As Tallahassee, Woody Harrelson resurrects his murderous character from Natural Born Killers, dealing out a double-deck of zombie death wearing his trademark pasted-on impish smirk. This role seemed remade for him.
"Mama always said someday I would be good at something. Who would have thought it would be killing zombies?"
Now, even the best Zombie-killing buddy flick can be a drag without enough cool chicks to go around and a healthy dose of tight-jeans T & A. While Tallahassee obsessively rummages through what little remains of America in search of Hostess Twinkies, the boys meet up with the grifting sisters Wichita and Little Rock, who promptly relieve them of their hopped-up Escalade, their pride and their weapons. Of course Tallahassee and Columbus eventually chase down the girls, and after mutual mistrust melts away and a romance begins to blossom between Columbus and Wichita, they all head off for the left coast to take young teener Little Rock to the California theme park she loves so much.
There's not much more to be said about the story, which got started late and never really ended before the credits rolled. I smell a rotting-gut sequel.
I downgraded my rating half a Buddha because, after the four arrive in Lalaland, they kill Bill Murray. You just can't kill Bill Murray and expect to get away with it.
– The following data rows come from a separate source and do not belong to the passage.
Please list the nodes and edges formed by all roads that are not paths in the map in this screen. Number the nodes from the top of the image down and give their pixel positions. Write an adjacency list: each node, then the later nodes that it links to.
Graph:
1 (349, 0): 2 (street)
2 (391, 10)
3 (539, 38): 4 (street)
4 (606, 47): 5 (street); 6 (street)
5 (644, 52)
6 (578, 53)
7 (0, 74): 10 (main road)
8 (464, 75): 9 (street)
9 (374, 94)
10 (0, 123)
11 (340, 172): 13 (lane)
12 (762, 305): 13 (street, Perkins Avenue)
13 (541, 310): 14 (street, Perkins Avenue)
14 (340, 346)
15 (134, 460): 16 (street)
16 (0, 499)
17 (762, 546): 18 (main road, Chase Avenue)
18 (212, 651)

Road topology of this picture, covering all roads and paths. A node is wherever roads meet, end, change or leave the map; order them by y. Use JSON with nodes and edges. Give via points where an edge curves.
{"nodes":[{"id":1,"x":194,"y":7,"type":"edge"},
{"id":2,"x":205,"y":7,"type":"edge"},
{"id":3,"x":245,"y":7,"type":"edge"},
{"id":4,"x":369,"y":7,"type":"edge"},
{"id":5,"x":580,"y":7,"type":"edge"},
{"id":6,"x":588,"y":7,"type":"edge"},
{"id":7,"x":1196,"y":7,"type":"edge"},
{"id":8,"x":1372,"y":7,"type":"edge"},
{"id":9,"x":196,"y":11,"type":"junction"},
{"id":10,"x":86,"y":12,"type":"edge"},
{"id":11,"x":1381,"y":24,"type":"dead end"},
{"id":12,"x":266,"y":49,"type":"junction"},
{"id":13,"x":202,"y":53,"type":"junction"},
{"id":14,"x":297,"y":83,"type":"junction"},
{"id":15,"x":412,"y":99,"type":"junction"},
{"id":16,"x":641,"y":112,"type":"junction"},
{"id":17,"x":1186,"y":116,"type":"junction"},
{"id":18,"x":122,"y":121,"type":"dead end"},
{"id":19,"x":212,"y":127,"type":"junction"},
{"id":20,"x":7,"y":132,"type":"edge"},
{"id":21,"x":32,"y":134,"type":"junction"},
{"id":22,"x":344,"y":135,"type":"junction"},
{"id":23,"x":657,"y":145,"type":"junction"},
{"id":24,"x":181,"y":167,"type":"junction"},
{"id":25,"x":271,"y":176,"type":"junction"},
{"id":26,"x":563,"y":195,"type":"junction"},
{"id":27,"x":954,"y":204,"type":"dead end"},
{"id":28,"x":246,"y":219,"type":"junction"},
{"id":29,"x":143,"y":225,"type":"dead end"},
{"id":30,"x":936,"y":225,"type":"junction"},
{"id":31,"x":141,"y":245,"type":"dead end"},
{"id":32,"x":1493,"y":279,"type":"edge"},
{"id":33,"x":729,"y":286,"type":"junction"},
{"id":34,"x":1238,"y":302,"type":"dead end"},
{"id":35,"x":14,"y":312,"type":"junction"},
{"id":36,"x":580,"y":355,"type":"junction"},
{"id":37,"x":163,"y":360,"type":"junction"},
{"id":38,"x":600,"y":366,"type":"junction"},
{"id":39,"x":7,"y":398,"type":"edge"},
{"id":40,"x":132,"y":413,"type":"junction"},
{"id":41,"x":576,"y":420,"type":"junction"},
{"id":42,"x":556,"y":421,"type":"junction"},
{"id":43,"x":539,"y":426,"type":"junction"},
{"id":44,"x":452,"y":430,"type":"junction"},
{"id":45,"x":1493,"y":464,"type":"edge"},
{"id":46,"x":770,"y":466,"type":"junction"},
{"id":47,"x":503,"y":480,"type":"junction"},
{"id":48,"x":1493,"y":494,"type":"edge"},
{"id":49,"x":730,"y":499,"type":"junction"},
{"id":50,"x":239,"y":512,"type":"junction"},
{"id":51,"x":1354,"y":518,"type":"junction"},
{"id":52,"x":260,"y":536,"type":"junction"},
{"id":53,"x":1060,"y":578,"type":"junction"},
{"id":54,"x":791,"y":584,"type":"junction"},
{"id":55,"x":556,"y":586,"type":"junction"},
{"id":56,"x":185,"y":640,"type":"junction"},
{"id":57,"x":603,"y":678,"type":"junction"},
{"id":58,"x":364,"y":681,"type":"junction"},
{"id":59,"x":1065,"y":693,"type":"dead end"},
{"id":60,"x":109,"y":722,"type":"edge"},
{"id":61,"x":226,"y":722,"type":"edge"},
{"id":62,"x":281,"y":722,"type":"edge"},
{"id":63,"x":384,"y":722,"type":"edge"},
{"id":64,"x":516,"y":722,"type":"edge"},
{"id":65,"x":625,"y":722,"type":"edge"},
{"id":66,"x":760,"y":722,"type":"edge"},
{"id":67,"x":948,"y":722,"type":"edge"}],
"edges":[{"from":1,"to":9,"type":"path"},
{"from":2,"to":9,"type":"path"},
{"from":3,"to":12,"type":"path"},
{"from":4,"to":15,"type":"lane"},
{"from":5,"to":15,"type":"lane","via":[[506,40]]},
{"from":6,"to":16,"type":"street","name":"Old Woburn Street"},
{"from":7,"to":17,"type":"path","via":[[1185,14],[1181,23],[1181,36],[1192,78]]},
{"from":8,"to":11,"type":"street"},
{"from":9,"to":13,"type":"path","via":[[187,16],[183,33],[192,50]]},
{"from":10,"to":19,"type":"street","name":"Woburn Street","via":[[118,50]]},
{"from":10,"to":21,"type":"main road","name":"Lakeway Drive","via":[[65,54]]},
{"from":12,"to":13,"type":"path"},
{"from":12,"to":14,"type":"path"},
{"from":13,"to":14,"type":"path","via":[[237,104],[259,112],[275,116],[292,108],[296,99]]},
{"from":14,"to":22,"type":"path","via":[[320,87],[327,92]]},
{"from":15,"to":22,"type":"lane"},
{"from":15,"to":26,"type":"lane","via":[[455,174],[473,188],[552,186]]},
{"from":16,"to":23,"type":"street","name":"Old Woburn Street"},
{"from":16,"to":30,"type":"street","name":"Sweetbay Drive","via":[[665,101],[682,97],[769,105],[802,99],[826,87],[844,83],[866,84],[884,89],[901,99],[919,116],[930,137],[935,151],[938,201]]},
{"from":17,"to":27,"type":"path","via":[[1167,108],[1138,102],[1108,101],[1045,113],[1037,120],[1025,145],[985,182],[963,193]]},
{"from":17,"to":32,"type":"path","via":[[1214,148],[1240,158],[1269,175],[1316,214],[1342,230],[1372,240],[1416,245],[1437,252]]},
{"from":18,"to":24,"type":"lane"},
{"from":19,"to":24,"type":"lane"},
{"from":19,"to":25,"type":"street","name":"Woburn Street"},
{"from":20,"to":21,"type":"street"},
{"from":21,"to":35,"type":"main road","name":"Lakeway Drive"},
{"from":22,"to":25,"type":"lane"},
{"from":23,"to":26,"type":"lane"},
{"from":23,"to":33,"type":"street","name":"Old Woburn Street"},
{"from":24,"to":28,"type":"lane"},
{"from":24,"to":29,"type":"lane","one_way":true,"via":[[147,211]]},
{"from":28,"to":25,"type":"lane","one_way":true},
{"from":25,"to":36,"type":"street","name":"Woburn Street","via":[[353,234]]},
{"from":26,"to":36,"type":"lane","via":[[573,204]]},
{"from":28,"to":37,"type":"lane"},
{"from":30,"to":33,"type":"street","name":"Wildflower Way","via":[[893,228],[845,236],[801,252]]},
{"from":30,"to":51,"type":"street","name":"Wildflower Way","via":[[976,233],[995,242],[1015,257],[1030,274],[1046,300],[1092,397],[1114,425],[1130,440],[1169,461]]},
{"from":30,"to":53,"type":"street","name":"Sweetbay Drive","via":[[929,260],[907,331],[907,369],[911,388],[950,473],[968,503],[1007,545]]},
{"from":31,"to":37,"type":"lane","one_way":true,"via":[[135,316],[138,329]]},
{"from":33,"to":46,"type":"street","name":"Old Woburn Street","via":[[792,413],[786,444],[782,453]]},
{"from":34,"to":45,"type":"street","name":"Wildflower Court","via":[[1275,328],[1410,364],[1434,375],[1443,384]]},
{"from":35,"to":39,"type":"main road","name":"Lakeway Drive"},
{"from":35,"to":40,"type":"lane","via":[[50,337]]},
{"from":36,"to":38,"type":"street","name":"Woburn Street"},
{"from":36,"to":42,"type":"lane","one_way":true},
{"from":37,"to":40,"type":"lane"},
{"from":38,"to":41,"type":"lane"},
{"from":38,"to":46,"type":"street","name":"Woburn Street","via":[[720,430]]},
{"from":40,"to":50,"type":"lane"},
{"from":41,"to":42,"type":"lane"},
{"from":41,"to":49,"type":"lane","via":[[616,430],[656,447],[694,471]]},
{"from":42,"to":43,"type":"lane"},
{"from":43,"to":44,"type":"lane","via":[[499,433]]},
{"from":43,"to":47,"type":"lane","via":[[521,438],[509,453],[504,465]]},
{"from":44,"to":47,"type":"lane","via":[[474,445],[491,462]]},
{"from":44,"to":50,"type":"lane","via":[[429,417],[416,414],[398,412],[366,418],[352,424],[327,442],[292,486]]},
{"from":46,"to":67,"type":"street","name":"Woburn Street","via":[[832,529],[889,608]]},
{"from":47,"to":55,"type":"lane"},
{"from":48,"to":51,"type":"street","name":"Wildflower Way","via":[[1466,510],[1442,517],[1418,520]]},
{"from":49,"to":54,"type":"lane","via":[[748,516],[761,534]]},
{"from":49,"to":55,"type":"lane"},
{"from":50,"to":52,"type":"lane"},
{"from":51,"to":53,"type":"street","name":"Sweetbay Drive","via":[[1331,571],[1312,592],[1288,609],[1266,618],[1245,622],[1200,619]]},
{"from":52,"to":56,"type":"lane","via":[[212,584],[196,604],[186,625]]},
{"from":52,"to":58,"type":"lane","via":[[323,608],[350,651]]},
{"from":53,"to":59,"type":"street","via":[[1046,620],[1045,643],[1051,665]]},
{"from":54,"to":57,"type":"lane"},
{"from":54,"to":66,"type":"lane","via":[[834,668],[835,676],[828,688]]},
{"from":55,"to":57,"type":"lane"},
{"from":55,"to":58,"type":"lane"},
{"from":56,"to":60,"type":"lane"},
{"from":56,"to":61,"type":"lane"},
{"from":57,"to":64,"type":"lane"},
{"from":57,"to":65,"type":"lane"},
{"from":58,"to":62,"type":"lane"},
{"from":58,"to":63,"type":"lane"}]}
Rating: 2.5 out of 5.0 exceedingly grossed-out Fat Laughing Golden Buddhas

Saturday, July 18. 2009

| Brüno is Sacha Baron Cohen's lame attempt to wallow in the mud churned up by his Borat splash, this time as a flamboyant fashionista with a German accent and an affected lisp.
It's pretty much the same film as Borat, following the format right down to similar attempts at his Christian 'conversion' and naked wrestling with his manager/partner. Along the way, Brüno punks redneck cage-fight fans, a black talk-show audience, a swingers party, a trio of deer hunters, and even politico Ron Paul... as he tries to seduce him, calling him, 'RuPaul'
If Cohen could stick to his punking schtick, it would be a funnier, more entertaining film. Instead, like Borat, he insists on spoofing the theatre audience with his gross self-indulgence, as if a character study of Brüno is really necessary, or prancing around half-naked or with rude displays of full frontal nudity are things theatre-goers are bound to find intriguing.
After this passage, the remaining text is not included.